#### What needs to be done:
Your answer must be an exact copy of the data, without any pictures.

────────────────────────────────────────

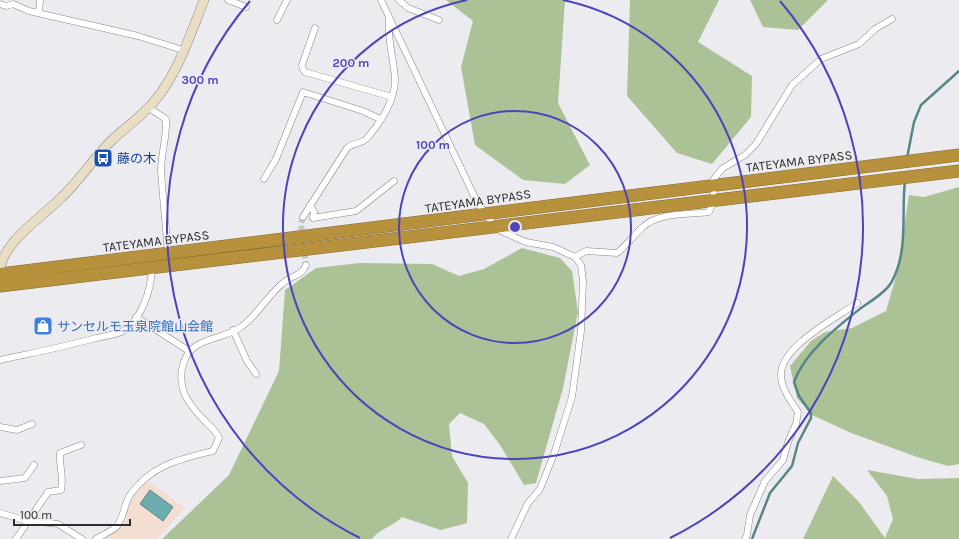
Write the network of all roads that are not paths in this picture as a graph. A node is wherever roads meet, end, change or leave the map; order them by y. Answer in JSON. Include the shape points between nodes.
{"nodes":[{"id":1,"x":40,"y":0,"type":"edge"},
{"id":2,"x":204,"y":0,"type":"edge"},
{"id":3,"x":228,"y":0,"type":"edge"},
{"id":4,"x":287,"y":0,"type":"edge"},
{"id":5,"x":381,"y":0,"type":"edge"},
{"id":6,"x":399,"y":0,"type":"edge"},
{"id":7,"x":0,"y":4,"type":"edge"},
{"id":8,"x":246,"y":7,"type":"dead end"},
{"id":9,"x":39,"y":13,"type":"junction"},
{"id":10,"x":389,"y":17,"type":"junction"},
{"id":11,"x":892,"y":19,"type":"dead end"},
{"id":12,"x":277,"y":20,"type":"dead end"},
{"id":13,"x":439,"y":20,"type":"dead end"},
{"id":14,"x":315,"y":28,"type":"dead end"},
{"id":15,"x":184,"y":50,"type":"junction"},
{"id":16,"x":392,"y":97,"type":"junction"},
{"id":17,"x":149,"y":108,"type":"junction"},
{"id":18,"x":380,"y":119,"type":"junction"},
{"id":19,"x":959,"y":155,"type":"edge"},
{"id":20,"x":959,"y":171,"type":"edge"},
{"id":21,"x":264,"y":179,"type":"dead end"},
{"id":22,"x":394,"y":181,"type":"dead end"},
{"id":23,"x":713,"y":185,"type":"junction"},
{"id":24,"x":714,"y":200,"type":"junction"},
{"id":25,"x":310,"y":205,"type":"junction"},
{"id":26,"x":486,"y":215,"type":"junction"},
{"id":27,"x":303,"y":217,"type":"tunnel mouth"},
{"id":28,"x":495,"y":226,"type":"junction"},
{"id":29,"x":168,"y":254,"type":"junction"},
{"id":30,"x":575,"y":257,"type":"junction"},
{"id":31,"x":306,"y":265,"type":"dead end"},
{"id":32,"x":0,"y":269,"type":"edge"},
{"id":33,"x":152,"y":269,"type":"junction"},
{"id":34,"x":0,"y":274,"type":"edge"},
{"id":35,"x":0,"y":286,"type":"edge"},
{"id":36,"x":857,"y":303,"type":"dead end"},
{"id":37,"x":136,"y":317,"type":"junction"},
{"id":38,"x":233,"y":330,"type":"junction"},
{"id":39,"x":189,"y":351,"type":"junction"},
{"id":40,"x":0,"y":360,"type":"edge"},
{"id":41,"x":256,"y":374,"type":"dead end"},
{"id":42,"x":32,"y":424,"type":"dead end"},
{"id":43,"x":0,"y":427,"type":"edge"},
{"id":44,"x":81,"y":445,"type":"dead end"},
{"id":45,"x":34,"y":465,"type":"dead end"},
{"id":46,"x":0,"y":481,"type":"edge"},
{"id":47,"x":0,"y":513,"type":"edge"},
{"id":48,"x":28,"y":520,"type":"junction"},
{"id":49,"x":16,"y":539,"type":"edge"},
{"id":50,"x":82,"y":539,"type":"edge"},
{"id":51,"x":96,"y":539,"type":"edge"},
{"id":52,"x":511,"y":539,"type":"edge"},
{"id":53,"x":745,"y":539,"type":"edge"}],
"edges":[{"from":1,"to":9,"type":"street"},
{"from":2,"to":15,"type":"main road"},
{"from":3,"to":8,"type":"street"},
{"from":4,"to":12,"type":"street"},
{"from":5,"to":10,"type":"street"},
{"from":6,"to":13,"type":"street","via":[[408,8]]},
{"from":7,"to":9,"type":"street","via":[[13,4]]},
{"from":9,"to":15,"type":"street","via":[[138,36]]},
{"from":10,"to":16,"type":"street","via":[[389,43],[395,80]]},
{"from":10,"to":26,"type":"street","via":[[477,202]]},
{"from":11,"to":23,"type":"street","via":[[875,29],[860,44],[821,59],[807,70],[792,85],[756,144],[745,155],[723,168]]},
{"from":14,"to":16,"type":"street","via":[[302,65],[306,72]]},
{"from":15,"to":17,"type":"main road","via":[[166,86]]},
{"from":16,"to":18,"type":"street"},
{"from":17,"to":29,"type":"street","via":[[166,120],[161,171]]},
{"from":17,"to":32,"type":"main road","via":[[112,140],[62,197],[30,225],[5,254]]},
{"from":18,"to":21,"type":"street","via":[[303,92],[276,159]]},
{"from":18,"to":25,"type":"street","via":[[367,138],[347,148]]},
{"from":19,"to":23,"type":"highway","name":"TATEYAMA BYPASS"},
{"from":20,"to":24,"type":"highway","name":"TATEYAMA BYPASS"},
{"from":22,"to":25,"type":"street","via":[[356,211],[313,218],[314,212]]},
{"from":23,"to":24,"type":"street"},
{"from":23,"to":26,"type":"highway","name":"TATEYAMA BYPASS"},
{"from":24,"to":28,"type":"highway","name":"TATEYAMA BYPASS"},
{"from":24,"to":30,"type":"street","via":[[709,212],[660,218],[644,225],[617,253],[586,251]]},
{"from":25,"to":27,"type":"street"},
{"from":26,"to":28,"type":"street"},
{"from":26,"to":29,"type":"highway","name":"TATEYAMA BYPASS"},
{"from":28,"to":30,"type":"street","via":[[515,239],[554,247]]},
{"from":28,"to":33,"type":"highway","name":"TATEYAMA BYPASS"},
{"from":29,"to":34,"type":"highway","name":"TATEYAMA BYPASS"},
{"from":30,"to":52,"type":"street","via":[[581,265],[583,281],[581,331],[572,397],[540,489],[528,503]]},
{"from":31,"to":38,"type":"street","via":[[304,272],[283,282],[251,319]]},
{"from":33,"to":35,"type":"highway","name":"TATEYAMA BYPASS"},
{"from":33,"to":37,"type":"street","via":[[151,284]]},
{"from":36,"to":53,"type":"street","via":[[804,339],[786,358],[781,375],[782,383],[798,412],[796,424],[783,460],[765,482],[750,515]]},
{"from":37,"to":39,"type":"street"},
{"from":37,"to":40,"type":"street","via":[[122,331],[64,347]]},
{"from":38,"to":39,"type":"street","via":[[199,343]]},
{"from":38,"to":41,"type":"street","via":[[246,361]]},
{"from":39,"to":51,"type":"street","via":[[181,369],[181,381],[185,394],[202,419],[217,434],[219,438],[216,446],[213,450],[161,467],[145,477],[125,503],[116,528]]},
{"from":42,"to":43,"type":"street","via":[[17,430]]},
{"from":44,"to":48,"type":"street","via":[[60,453],[59,462],[63,477],[61,490],[48,492]]},
{"from":45,"to":46,"type":"street","via":[[25,478]]},
{"from":47,"to":48,"type":"street"},
{"from":48,"to":49,"type":"street"},
{"from":48,"to":50,"type":"street","via":[[58,524]]}]}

────────────────────────────────────────

#### Answer box:
Write the network of all roads that are not paths in this picture as a graph. A node is wherever roads meet, end, change or leave the map; order them by y. Answer in JSON. Include the shape points between nodes.
{"nodes":[{"id":1,"x":40,"y":0,"type":"edge"},
{"id":2,"x":204,"y":0,"type":"edge"},
{"id":3,"x":228,"y":0,"type":"edge"},
{"id":4,"x":287,"y":0,"type":"edge"},
{"id":5,"x":381,"y":0,"type":"edge"},
{"id":6,"x":399,"y":0,"type":"edge"},
{"id":7,"x":0,"y":4,"type":"edge"},
{"id":8,"x":246,"y":7,"type":"dead end"},
{"id":9,"x":39,"y":13,"type":"junction"},
{"id":10,"x":389,"y":17,"type":"junction"},
{"id":11,"x":892,"y":19,"type":"dead end"},
{"id":12,"x":277,"y":20,"type":"dead end"},
{"id":13,"x":439,"y":20,"type":"dead end"},
{"id":14,"x":315,"y":28,"type":"dead end"},
{"id":15,"x":184,"y":50,"type":"junction"},
{"id":16,"x":392,"y":97,"type":"junction"},
{"id":17,"x":149,"y":108,"type":"junction"},
{"id":18,"x":380,"y":119,"type":"junction"},
{"id":19,"x":959,"y":155,"type":"edge"},
{"id":20,"x":959,"y":171,"type":"edge"},
{"id":21,"x":264,"y":179,"type":"dead end"},
{"id":22,"x":394,"y":181,"type":"dead end"},
{"id":23,"x":713,"y":185,"type":"junction"},
{"id":24,"x":714,"y":200,"type":"junction"},
{"id":25,"x":310,"y":205,"type":"junction"},
{"id":26,"x":486,"y":215,"type":"junction"},
{"id":27,"x":303,"y":217,"type":"tunnel mouth"},
{"id":28,"x":495,"y":226,"type":"junction"},
{"id":29,"x":168,"y":254,"type":"junction"},
{"id":30,"x":575,"y":257,"type":"junction"},
{"id":31,"x":306,"y":265,"type":"dead end"},
{"id":32,"x":0,"y":269,"type":"edge"},
{"id":33,"x":152,"y":269,"type":"junction"},
{"id":34,"x":0,"y":274,"type":"edge"},
{"id":35,"x":0,"y":286,"type":"edge"},
{"id":36,"x":857,"y":303,"type":"dead end"},
{"id":37,"x":136,"y":317,"type":"junction"},
{"id":38,"x":233,"y":330,"type":"junction"},
{"id":39,"x":189,"y":351,"type":"junction"},
{"id":40,"x":0,"y":360,"type":"edge"},
{"id":41,"x":256,"y":374,"type":"dead end"},
{"id":42,"x":32,"y":424,"type":"dead end"},
{"id":43,"x":0,"y":427,"type":"edge"},
{"id":44,"x":81,"y":445,"type":"dead end"},
{"id":45,"x":34,"y":465,"type":"dead end"},
{"id":46,"x":0,"y":481,"type":"edge"},
{"id":47,"x":0,"y":513,"type":"edge"},
{"id":48,"x":28,"y":520,"type":"junction"},
{"id":49,"x":16,"y":539,"type":"edge"},
{"id":50,"x":82,"y":539,"type":"edge"},
{"id":51,"x":96,"y":539,"type":"edge"},
{"id":52,"x":511,"y":539,"type":"edge"},
{"id":53,"x":745,"y":539,"type":"edge"}],
"edges":[{"from":1,"to":9,"type":"street"},
{"from":2,"to":15,"type":"main road"},
{"from":3,"to":8,"type":"street"},
{"from":4,"to":12,"type":"street"},
{"from":5,"to":10,"type":"street"},
{"from":6,"to":13,"type":"street","via":[[408,8]]},
{"from":7,"to":9,"type":"street","via":[[13,4]]},
{"from":9,"to":15,"type":"street","via":[[138,36]]},
{"from":10,"to":16,"type":"street","via":[[389,43],[395,80]]},
{"from":10,"to":26,"type":"street","via":[[477,202]]},
{"from":11,"to":23,"type":"street","via":[[875,29],[860,44],[821,59],[807,70],[792,85],[756,144],[745,155],[723,168]]},
{"from":14,"to":16,"type":"street","via":[[302,65],[306,72]]},
{"from":15,"to":17,"type":"main road","via":[[166,86]]},
{"from":16,"to":18,"type":"street"},
{"from":17,"to":29,"type":"street","via":[[166,120],[161,171]]},
{"from":17,"to":32,"type":"main road","via":[[112,140],[62,197],[30,225],[5,254]]},
{"from":18,"to":21,"type":"street","via":[[303,92],[276,159]]},
{"from":18,"to":25,"type":"street","via":[[367,138],[347,148]]},
{"from":19,"to":23,"type":"highway","name":"TATEYAMA BYPASS"},
{"from":20,"to":24,"type":"highway","name":"TATEYAMA BYPASS"},
{"from":22,"to":25,"type":"street","via":[[356,211],[313,218],[314,212]]},
{"from":23,"to":24,"type":"street"},
{"from":23,"to":26,"type":"highway","name":"TATEYAMA BYPASS"},
{"from":24,"to":28,"type":"highway","name":"TATEYAMA BYPASS"},
{"from":24,"to":30,"type":"street","via":[[709,212],[660,218],[644,225],[617,253],[586,251]]},
{"from":25,"to":27,"type":"street"},
{"from":26,"to":28,"type":"street"},
{"from":26,"to":29,"type":"highway","name":"TATEYAMA BYPASS"},
{"from":28,"to":30,"type":"street","via":[[515,239],[554,247]]},
{"from":28,"to":33,"type":"highway","name":"TATEYAMA BYPASS"},
{"from":29,"to":34,"type":"highway","name":"TATEYAMA BYPASS"},
{"from":30,"to":52,"type":"street","via":[[581,265],[583,281],[581,331],[572,397],[540,489],[528,503]]},
{"from":31,"to":38,"type":"street","via":[[304,272],[283,282],[251,319]]},
{"from":33,"to":35,"type":"highway","name":"TATEYAMA BYPASS"},
{"from":33,"to":37,"type":"street","via":[[151,284]]},
{"from":36,"to":53,"type":"street","via":[[804,339],[786,358],[781,375],[782,383],[798,412],[796,424],[783,460],[765,482],[750,515]]},
{"from":37,"to":39,"type":"street"},
{"from":37,"to":40,"type":"street","via":[[122,331],[64,347]]},
{"from":38,"to":39,"type":"street","via":[[199,343]]},
{"from":38,"to":41,"type":"street","via":[[246,361]]},
{"from":39,"to":51,"type":"street","via":[[181,369],[181,381],[185,394],[202,419],[217,434],[219,438],[216,446],[213,450],[161,467],[145,477],[125,503],[116,528]]},
{"from":42,"to":43,"type":"street","via":[[17,430]]},
{"from":44,"to":48,"type":"street","via":[[60,453],[59,462],[63,477],[61,490],[48,492]]},
{"from":45,"to":46,"type":"street","via":[[25,478]]},
{"from":47,"to":48,"type":"street"},
{"from":48,"to":49,"type":"street"},
{"from":48,"to":50,"type":"street","via":[[58,524]]}]}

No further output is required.